The rest of Malaysia is supposed to believe that this therefore absolves a minister – one of the highest leaders of our country, and one most expected to lead by example – from punishment that would have befallen anyone else.
Politicians caused the collapse of the Sabah state government, politicians necessitated state-wide elections in Sabah, bringing the Covid-19 pandemic to critical levels in Sabah, and politicians literally brought the virus back to the peninsula; and yet, it is politicians who are given a free pass and an escape from punishment when they break the rules – rules that the rest of us are expected to follow, or face fines and imprisonment?
In Ismail’s case, after he chuckled at our predicament in front of his bizarre menagerie of shelf collectibles that changes every single press conference, he basically said it was we, normal Malaysians, who were to blame for being impatient – implying that we were being completely unreasonable for being anxious about the lack of clarity in the conditional MCO rules.
He further implied that it was completely normal for a government to make a “general announcement” first, followed by specifics to be filled in by another ministry, announced perhaps mere hours before they were supposed to come into effect.
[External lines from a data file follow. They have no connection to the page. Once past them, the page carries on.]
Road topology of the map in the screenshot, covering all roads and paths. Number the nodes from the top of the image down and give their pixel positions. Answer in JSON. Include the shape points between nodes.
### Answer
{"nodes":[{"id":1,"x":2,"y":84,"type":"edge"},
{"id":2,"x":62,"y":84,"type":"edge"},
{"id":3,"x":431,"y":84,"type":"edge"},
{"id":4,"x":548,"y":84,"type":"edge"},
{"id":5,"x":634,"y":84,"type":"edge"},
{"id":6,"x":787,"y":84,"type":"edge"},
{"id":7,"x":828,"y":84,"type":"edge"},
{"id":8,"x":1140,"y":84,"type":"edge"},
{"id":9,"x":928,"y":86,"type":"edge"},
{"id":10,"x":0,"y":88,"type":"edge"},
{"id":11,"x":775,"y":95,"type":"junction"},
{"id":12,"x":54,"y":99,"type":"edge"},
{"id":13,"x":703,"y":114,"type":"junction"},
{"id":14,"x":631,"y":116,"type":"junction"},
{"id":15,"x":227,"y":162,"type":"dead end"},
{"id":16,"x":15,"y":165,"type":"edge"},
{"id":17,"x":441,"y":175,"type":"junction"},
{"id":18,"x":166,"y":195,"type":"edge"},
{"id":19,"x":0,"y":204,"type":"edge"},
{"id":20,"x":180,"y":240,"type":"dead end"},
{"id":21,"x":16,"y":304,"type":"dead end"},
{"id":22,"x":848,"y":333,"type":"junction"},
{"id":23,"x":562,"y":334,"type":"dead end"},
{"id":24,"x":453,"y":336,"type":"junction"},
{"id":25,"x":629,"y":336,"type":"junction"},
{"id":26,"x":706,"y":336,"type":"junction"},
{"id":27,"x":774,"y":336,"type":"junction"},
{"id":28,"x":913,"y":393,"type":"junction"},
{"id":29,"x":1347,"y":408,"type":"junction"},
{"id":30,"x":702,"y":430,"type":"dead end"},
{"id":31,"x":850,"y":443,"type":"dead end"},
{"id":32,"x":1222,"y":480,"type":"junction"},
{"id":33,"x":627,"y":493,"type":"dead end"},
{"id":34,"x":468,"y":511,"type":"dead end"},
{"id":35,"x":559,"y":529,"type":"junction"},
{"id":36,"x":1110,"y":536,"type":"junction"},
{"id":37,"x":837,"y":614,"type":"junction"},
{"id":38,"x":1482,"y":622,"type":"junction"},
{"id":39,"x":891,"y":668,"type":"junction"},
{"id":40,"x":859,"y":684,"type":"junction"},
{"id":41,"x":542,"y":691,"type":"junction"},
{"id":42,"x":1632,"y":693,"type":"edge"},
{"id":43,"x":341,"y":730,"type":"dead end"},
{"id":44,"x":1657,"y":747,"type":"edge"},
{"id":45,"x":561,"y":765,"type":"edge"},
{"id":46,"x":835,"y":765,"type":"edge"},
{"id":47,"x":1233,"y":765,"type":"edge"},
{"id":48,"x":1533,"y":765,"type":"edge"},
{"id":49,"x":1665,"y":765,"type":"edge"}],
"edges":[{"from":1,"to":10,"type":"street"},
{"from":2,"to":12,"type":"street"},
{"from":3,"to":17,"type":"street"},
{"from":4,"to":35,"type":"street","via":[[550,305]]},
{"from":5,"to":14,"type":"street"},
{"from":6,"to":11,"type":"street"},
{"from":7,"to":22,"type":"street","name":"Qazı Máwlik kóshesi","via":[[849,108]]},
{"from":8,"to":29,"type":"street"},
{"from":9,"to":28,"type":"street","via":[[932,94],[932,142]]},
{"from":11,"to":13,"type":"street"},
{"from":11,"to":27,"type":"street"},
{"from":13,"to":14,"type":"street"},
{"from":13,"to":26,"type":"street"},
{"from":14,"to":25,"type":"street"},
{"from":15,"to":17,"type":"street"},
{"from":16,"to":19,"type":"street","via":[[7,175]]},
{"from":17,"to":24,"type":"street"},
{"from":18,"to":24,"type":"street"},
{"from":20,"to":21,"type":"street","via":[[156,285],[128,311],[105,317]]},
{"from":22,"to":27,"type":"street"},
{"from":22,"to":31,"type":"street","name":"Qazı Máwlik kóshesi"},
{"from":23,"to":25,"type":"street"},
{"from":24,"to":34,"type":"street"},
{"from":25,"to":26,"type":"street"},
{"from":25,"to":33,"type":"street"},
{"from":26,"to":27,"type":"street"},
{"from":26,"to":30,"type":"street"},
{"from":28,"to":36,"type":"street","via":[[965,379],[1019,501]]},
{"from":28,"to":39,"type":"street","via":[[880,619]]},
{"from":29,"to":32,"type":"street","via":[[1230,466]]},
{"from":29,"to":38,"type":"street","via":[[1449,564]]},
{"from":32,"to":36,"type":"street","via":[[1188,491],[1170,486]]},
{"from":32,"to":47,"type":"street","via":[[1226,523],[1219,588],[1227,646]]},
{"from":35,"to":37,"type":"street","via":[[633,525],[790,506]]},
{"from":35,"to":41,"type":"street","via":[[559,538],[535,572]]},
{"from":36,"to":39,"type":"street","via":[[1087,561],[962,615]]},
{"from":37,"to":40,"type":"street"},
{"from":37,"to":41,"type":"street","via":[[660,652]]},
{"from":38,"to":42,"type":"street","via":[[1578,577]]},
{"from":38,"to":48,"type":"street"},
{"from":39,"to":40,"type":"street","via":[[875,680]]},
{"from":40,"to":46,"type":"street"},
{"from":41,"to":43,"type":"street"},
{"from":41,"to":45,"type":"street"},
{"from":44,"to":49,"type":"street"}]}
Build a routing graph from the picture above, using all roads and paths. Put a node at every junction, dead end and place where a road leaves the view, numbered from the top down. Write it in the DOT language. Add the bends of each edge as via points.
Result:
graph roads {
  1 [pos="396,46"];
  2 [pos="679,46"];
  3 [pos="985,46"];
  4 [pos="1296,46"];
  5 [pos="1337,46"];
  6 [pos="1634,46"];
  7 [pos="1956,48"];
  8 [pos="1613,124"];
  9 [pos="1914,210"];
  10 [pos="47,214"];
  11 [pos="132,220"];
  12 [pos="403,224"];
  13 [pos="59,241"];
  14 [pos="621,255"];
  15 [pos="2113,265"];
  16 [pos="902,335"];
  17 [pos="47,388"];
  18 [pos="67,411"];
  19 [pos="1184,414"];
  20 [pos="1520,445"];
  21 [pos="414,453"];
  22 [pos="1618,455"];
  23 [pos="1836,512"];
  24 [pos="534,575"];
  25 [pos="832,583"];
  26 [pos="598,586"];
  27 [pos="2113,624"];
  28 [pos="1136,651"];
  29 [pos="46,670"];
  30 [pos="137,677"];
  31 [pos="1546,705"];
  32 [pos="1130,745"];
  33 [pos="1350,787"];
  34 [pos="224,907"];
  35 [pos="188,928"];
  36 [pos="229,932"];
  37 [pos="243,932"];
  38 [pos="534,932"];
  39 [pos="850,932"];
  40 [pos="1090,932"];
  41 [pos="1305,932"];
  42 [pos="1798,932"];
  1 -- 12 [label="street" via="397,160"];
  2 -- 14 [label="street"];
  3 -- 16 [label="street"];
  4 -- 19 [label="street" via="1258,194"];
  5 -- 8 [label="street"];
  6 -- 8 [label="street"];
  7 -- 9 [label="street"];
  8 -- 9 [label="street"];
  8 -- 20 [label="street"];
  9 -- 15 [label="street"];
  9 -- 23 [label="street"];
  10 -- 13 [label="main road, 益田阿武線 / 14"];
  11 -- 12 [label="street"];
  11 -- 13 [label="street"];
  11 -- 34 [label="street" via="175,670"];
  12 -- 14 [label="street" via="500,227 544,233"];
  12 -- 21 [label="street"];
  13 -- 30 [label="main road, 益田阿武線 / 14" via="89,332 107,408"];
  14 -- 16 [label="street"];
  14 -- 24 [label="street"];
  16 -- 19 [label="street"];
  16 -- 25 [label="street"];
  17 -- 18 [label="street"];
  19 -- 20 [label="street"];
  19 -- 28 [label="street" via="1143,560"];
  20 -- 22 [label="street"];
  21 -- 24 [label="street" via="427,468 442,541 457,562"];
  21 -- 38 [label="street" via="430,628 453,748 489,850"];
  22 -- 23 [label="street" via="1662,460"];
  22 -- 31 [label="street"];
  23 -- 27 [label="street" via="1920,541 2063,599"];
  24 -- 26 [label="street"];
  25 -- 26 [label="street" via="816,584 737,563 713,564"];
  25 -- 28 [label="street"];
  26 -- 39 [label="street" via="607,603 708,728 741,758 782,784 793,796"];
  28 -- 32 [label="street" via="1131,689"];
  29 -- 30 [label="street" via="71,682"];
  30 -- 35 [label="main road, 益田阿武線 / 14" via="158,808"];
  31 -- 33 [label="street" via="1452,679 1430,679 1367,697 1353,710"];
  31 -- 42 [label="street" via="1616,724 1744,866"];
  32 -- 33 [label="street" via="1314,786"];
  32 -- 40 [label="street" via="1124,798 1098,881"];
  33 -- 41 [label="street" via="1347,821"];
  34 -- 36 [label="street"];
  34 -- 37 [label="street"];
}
According to Ismail, we were the ones who were being unreasonable for wanting to have a clear picture right away.
The absurdity doesn’t stop there.
Segambut MP Hannah Yeoh released a statement criticising the government for being unclear about the standard operating procedures (SOPs) it was announcing.
In response, Puteri Umno released a statement saying that those who did not like what Ismail was announcing should turn off their TVs and smartphones.
I don’t know whether to describe this state of affairs as Kafkaesque, Orwellian, or plain old “kelam kabut (a mad scramble)”.
What I do know is that my head is spinning – first from trying to understand contradictory instructions from the government, and second from seeing this ridiculous political game play out in the aftermath.
For all my reservations about our government, even I am actually finding myself hard-pressed to believe that this situation is a result of simple incompetence.
Any government that aspires to the adjective “functional” should at the very least be able to produce such simple things like a statement saying: “Inter-district travel is banned. Districts here are defined as ‘administrative districts following local councils’/ ‘districts as defined by the Health Ministry’ / etc.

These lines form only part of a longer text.